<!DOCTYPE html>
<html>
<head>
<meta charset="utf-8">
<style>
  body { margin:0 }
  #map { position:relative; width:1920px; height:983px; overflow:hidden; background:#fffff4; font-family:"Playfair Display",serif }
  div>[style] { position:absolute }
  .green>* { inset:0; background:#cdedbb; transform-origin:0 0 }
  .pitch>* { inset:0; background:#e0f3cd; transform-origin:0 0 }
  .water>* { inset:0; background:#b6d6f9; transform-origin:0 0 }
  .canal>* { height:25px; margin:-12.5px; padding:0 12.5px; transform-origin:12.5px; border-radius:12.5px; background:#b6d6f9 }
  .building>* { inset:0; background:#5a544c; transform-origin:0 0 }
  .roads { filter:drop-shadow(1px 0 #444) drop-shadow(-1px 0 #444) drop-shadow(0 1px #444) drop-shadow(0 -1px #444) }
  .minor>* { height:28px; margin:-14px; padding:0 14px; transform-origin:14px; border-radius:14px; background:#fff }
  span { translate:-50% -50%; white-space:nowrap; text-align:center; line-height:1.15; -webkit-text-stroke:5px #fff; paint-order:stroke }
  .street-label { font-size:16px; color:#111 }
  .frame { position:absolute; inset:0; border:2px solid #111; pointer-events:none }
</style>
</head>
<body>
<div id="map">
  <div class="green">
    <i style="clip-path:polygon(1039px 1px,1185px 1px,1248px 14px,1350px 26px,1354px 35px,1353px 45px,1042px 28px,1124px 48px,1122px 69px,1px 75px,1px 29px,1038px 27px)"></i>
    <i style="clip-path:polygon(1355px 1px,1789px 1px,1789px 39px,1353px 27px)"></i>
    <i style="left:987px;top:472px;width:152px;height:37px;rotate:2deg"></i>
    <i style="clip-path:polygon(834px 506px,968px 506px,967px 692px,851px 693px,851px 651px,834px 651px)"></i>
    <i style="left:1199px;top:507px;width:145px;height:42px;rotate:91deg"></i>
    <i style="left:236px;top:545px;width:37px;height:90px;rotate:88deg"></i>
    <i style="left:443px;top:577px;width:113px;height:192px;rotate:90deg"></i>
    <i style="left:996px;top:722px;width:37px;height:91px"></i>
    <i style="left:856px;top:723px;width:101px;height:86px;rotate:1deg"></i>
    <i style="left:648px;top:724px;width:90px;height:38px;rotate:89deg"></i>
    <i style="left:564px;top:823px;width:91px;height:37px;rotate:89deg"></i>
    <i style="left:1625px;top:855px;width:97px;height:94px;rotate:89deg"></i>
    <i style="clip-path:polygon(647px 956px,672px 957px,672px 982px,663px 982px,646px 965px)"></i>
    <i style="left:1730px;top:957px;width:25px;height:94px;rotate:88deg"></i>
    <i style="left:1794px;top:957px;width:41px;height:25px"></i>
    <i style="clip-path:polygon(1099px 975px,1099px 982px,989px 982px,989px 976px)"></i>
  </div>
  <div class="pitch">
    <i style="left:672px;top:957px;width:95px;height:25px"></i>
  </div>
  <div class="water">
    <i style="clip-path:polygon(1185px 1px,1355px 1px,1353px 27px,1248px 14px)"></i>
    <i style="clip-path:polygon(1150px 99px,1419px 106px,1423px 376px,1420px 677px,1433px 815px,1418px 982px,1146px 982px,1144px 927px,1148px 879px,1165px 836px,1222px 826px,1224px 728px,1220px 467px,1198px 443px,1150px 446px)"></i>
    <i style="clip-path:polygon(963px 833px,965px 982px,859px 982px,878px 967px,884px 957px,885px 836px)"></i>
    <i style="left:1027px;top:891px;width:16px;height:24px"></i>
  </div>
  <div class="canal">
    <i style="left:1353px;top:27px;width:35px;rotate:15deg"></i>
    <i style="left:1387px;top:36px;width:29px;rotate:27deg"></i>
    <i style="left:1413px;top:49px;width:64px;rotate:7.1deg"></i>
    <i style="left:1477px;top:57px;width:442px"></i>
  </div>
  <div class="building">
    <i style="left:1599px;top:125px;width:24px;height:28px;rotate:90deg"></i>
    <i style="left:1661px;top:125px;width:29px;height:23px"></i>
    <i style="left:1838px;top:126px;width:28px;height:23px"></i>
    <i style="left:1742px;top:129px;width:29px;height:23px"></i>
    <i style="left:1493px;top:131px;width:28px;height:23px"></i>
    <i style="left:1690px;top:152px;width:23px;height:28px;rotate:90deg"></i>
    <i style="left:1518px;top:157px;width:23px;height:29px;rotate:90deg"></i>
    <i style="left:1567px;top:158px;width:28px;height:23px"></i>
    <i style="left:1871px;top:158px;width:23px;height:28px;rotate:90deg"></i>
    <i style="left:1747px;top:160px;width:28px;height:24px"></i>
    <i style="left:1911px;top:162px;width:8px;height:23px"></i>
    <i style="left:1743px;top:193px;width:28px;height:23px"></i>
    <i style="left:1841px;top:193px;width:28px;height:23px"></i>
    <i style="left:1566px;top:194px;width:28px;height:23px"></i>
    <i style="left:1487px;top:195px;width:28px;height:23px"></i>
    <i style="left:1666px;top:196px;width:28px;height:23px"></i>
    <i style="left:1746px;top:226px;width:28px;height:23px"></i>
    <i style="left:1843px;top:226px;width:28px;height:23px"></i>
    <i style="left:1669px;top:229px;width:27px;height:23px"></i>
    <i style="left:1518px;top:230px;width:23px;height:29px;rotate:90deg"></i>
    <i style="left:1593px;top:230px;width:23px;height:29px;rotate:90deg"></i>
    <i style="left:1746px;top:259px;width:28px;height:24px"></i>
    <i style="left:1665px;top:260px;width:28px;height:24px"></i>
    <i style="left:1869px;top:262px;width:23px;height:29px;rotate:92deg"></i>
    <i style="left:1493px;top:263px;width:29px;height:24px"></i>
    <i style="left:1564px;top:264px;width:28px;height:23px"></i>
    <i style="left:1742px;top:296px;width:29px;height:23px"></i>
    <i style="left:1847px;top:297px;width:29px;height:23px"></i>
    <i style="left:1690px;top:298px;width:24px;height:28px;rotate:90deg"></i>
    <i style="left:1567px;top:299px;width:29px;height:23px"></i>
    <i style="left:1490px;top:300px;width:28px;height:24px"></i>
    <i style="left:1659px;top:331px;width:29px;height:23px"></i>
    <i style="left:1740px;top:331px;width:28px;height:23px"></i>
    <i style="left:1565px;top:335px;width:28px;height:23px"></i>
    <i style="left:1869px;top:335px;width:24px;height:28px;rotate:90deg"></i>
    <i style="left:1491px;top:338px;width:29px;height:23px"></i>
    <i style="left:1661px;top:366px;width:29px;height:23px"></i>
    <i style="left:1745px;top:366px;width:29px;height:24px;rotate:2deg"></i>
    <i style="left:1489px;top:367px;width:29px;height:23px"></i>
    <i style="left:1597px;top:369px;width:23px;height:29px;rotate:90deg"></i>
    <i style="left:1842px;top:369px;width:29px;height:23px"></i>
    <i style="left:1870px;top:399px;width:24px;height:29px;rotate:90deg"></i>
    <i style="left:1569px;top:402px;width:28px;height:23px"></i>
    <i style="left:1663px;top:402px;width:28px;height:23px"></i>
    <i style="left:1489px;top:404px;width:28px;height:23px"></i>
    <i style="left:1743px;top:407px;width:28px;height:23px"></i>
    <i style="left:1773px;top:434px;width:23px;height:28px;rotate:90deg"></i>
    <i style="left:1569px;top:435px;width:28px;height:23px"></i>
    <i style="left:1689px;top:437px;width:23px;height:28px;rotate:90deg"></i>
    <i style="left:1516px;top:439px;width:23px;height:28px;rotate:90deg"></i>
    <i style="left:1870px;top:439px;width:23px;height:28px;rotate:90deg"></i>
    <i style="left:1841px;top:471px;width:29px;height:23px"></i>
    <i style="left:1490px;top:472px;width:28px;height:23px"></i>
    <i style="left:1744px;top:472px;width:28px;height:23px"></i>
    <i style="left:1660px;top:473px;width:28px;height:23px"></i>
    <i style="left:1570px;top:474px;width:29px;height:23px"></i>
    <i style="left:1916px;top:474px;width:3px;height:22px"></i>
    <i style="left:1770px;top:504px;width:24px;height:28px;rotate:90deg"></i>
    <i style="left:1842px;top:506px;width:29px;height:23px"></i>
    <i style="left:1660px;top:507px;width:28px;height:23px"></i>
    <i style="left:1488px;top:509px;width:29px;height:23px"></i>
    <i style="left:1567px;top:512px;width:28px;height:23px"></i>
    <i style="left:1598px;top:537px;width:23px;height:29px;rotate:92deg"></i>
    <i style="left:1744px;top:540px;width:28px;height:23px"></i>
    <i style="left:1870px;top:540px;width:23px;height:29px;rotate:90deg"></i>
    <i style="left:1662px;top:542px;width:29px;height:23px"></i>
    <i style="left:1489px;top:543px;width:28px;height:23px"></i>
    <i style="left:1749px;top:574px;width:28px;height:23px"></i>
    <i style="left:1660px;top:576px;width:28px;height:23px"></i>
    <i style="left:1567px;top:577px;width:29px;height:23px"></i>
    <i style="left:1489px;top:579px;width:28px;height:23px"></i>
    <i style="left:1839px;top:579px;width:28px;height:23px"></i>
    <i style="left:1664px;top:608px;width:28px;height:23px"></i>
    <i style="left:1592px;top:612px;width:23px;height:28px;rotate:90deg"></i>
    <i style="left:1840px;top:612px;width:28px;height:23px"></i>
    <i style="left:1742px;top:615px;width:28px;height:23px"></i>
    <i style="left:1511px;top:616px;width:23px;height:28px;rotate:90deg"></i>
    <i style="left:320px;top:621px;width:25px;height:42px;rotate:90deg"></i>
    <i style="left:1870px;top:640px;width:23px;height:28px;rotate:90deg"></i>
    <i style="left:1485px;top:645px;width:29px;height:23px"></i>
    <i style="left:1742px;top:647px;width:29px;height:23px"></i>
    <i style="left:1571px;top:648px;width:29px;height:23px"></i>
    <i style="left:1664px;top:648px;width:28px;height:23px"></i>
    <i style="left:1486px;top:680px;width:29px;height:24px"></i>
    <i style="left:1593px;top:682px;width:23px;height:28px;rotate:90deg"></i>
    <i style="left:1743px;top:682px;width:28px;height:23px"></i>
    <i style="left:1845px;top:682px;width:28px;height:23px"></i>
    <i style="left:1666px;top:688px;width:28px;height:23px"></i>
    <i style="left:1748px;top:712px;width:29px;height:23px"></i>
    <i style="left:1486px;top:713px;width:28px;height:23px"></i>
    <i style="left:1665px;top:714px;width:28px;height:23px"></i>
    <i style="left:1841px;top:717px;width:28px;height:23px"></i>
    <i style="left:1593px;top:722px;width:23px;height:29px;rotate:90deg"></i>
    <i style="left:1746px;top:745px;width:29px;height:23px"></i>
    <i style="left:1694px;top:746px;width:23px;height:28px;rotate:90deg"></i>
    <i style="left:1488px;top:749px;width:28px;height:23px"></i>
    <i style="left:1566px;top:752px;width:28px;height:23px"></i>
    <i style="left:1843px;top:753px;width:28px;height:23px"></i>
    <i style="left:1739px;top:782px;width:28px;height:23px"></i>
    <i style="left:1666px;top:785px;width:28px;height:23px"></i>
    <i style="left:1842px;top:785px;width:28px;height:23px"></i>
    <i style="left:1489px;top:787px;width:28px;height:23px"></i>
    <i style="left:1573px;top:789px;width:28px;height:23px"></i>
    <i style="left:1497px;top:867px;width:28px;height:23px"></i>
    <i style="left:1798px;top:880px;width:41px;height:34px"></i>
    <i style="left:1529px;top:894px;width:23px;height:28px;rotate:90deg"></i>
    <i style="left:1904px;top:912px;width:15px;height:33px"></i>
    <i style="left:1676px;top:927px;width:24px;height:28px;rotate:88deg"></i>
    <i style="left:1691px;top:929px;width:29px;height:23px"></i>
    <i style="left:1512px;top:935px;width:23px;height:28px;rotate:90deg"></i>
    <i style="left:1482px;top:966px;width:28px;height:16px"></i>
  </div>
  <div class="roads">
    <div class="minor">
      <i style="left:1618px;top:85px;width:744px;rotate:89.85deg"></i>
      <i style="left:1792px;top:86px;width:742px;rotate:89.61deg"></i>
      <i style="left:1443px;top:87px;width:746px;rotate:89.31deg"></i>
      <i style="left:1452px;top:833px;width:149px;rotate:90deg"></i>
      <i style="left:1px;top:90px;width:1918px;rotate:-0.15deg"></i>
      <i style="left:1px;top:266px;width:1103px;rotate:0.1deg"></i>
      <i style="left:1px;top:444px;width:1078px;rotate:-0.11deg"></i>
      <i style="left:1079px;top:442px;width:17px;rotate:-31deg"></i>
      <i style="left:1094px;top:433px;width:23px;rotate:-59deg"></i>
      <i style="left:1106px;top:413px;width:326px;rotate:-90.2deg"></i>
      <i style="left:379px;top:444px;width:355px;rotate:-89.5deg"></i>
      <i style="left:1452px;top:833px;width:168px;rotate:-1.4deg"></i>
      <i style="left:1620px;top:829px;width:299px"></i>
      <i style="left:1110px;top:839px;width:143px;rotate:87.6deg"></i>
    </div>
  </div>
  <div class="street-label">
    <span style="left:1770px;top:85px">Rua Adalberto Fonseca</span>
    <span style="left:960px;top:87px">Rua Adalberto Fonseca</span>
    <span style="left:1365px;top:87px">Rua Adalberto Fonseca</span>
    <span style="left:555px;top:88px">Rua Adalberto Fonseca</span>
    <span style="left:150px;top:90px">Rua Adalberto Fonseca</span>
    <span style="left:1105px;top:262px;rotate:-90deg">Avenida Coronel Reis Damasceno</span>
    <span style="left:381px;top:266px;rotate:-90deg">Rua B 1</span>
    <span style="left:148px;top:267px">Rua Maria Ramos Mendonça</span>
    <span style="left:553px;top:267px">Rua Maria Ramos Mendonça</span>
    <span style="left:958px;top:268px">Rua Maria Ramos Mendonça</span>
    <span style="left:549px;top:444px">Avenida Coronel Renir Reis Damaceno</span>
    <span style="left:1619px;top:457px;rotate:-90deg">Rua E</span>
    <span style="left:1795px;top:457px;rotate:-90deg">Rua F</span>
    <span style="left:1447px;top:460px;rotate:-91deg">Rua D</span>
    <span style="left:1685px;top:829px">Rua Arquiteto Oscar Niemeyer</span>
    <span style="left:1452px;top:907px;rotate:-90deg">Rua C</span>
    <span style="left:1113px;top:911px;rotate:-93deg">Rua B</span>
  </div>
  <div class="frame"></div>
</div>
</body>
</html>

◆ **TO DO**
Begin at the top of the records above and quote each line exactly, ending with the line that contains "inset:0; background:#b6d6f9; transform-origin:0".

◆ **EXERCISE OUTPUT**
<!DOCTYPE html>
<html>
<head>
<meta charset="utf-8">
<style>
  body { margin:0 }
  #map { position:relative; width:1920px; height:983px; overflow:hidden; background:#fffff4; font-family:"Playfair Display",serif }
  div>[style] { position:absolute }
  .green>* { inset:0; background:#cdedbb; transform-origin:0 0 }
  .pitch>* { inset:0; background:#e0f3cd; transform-origin:0 0 }
  .water>* { inset:0; background:#b6d6f9; transform-origin:0 0 }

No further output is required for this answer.